(Beginning of Data for review)

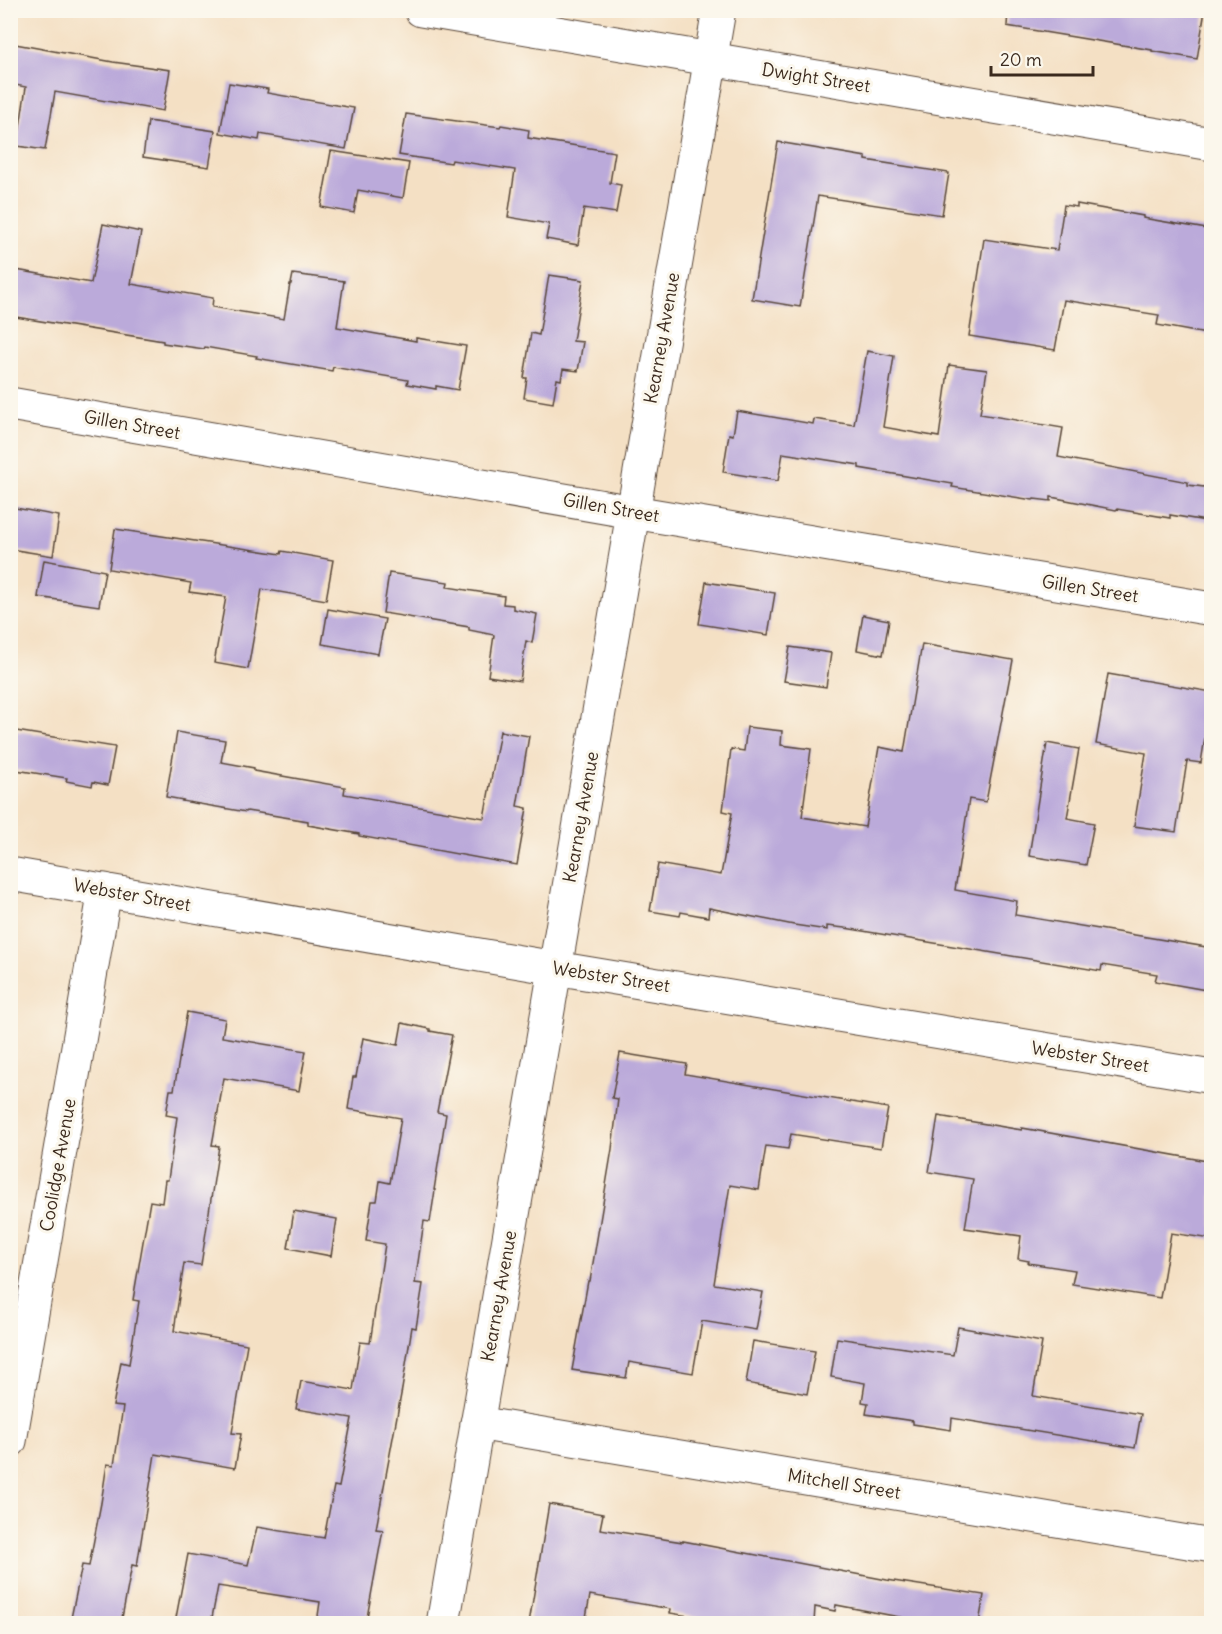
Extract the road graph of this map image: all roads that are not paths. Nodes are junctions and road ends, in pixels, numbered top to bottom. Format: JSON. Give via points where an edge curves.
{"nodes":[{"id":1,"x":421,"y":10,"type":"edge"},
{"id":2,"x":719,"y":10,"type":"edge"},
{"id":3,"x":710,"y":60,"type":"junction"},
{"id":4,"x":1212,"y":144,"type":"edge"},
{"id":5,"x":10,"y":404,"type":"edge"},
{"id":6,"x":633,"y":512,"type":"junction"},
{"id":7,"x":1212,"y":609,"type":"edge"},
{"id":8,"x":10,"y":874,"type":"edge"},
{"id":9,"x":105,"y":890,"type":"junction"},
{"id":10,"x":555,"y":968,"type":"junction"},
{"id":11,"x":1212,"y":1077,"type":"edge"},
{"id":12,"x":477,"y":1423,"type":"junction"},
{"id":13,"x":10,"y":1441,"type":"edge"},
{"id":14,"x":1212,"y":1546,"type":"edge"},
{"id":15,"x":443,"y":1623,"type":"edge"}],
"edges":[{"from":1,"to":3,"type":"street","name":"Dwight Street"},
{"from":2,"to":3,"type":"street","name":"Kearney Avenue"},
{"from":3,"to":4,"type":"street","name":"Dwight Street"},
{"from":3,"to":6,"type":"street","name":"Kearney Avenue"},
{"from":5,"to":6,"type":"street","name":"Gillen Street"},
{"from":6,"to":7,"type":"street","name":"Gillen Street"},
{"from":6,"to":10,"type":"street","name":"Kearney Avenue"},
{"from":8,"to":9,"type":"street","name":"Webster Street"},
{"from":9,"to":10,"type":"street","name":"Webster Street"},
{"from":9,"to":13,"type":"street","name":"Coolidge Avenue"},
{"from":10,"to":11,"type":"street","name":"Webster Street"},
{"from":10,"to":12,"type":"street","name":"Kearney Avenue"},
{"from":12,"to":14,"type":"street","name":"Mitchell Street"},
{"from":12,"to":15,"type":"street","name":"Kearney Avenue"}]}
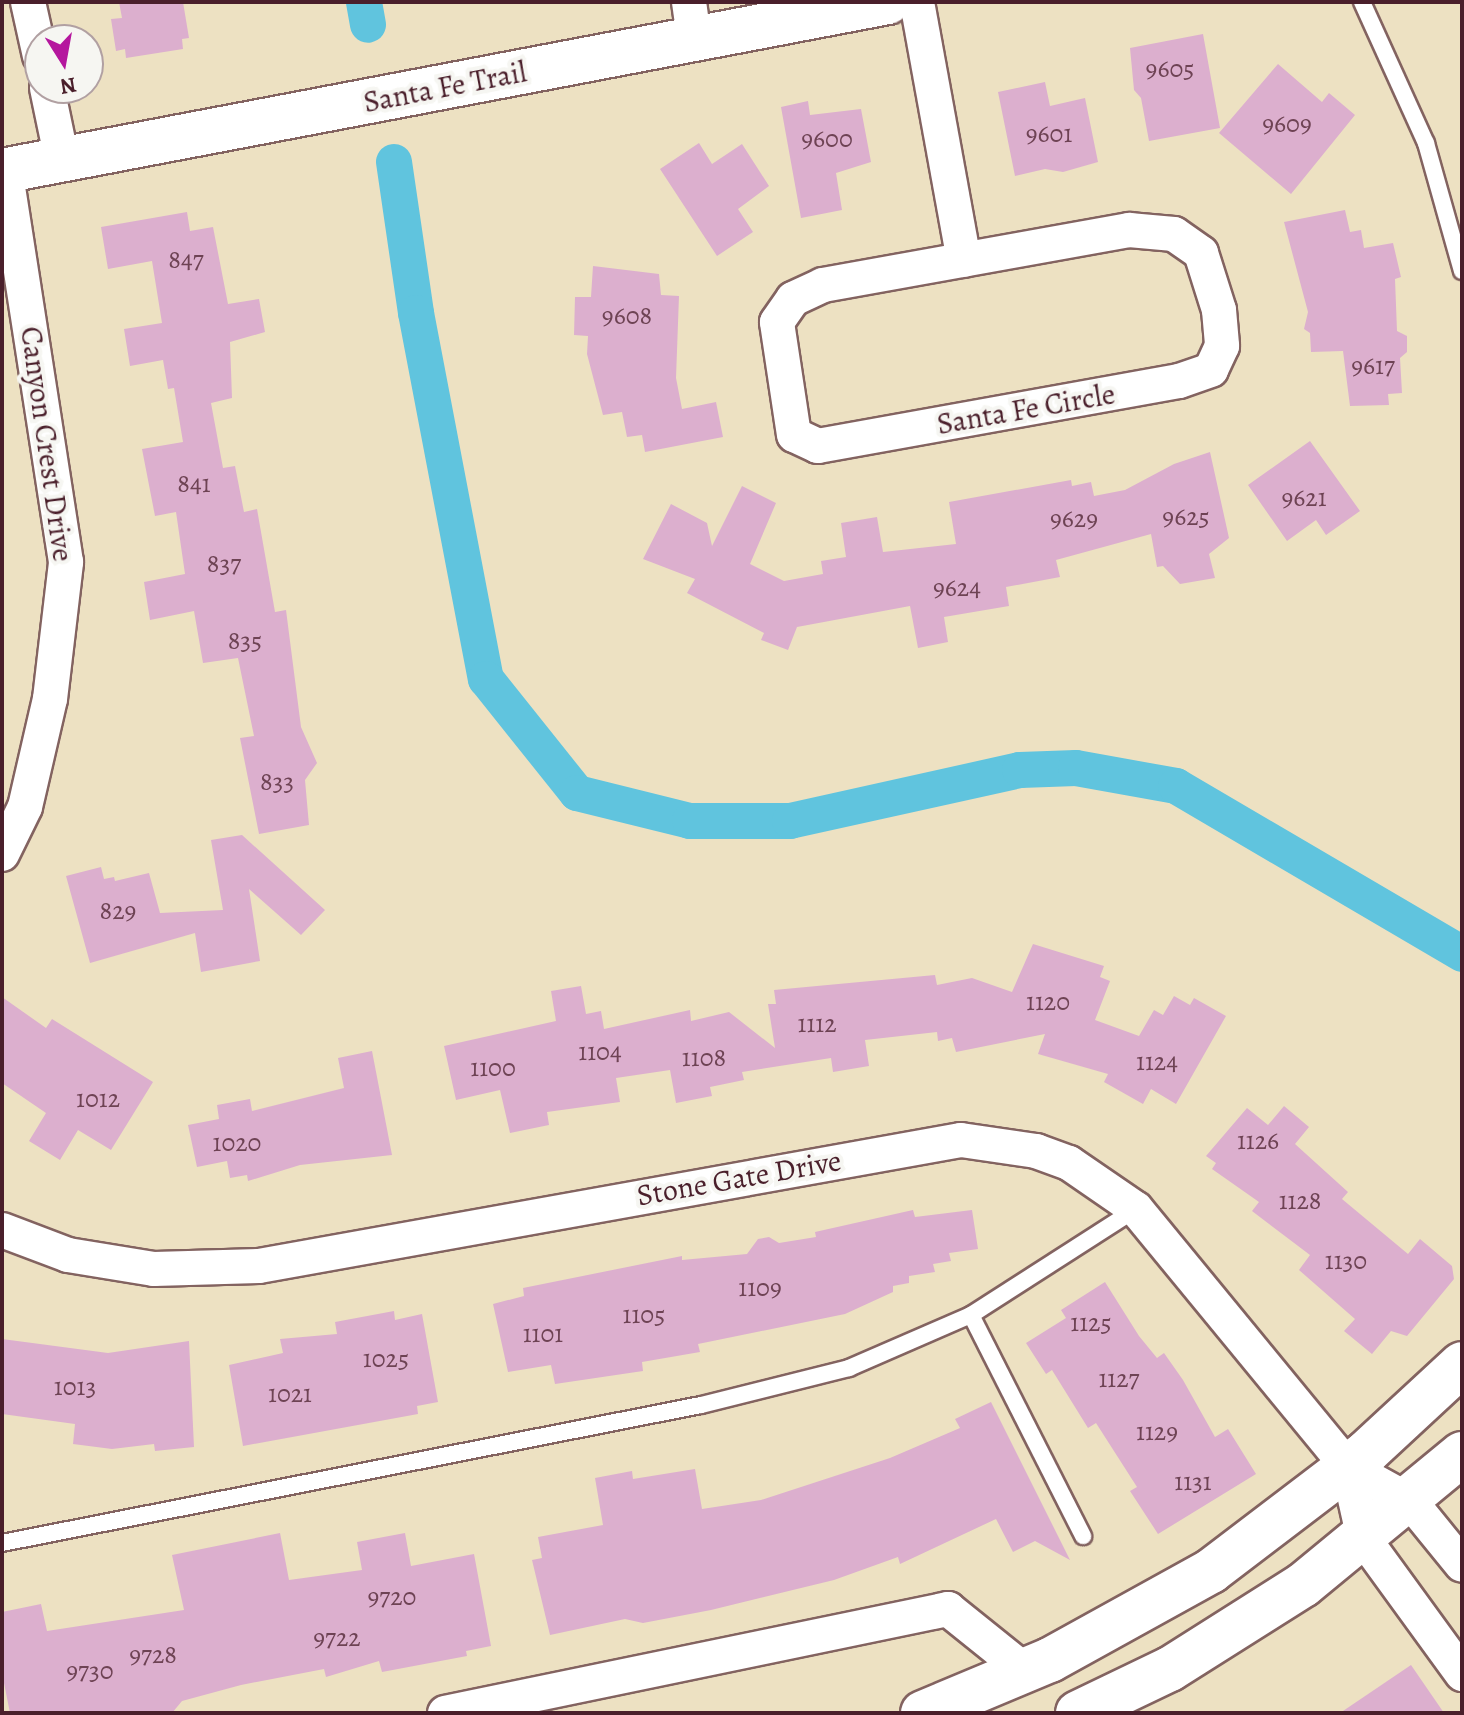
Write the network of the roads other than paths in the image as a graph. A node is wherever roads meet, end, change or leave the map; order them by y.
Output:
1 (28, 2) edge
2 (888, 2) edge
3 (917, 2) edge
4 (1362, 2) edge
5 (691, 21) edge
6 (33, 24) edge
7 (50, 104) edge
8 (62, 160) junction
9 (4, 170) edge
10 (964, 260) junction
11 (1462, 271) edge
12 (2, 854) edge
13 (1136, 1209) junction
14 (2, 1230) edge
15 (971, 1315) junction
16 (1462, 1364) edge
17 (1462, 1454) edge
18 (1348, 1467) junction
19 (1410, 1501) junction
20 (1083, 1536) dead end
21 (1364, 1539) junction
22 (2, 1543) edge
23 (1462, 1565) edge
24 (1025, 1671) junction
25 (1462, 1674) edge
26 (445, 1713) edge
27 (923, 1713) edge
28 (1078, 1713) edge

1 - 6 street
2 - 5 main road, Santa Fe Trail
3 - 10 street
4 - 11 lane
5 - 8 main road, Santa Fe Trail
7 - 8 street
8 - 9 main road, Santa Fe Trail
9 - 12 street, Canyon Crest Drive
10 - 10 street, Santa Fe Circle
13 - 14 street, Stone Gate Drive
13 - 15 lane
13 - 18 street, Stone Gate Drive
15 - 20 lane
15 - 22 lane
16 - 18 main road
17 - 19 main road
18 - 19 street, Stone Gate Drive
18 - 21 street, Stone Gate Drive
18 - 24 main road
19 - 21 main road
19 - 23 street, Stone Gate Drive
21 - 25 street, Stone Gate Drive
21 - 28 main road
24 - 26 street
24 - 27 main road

(End of Data for review)

▸ **Your task**: Could you work out how many lines in the records include "roads"? Answer with the number only.

▸ **Written solution**: 2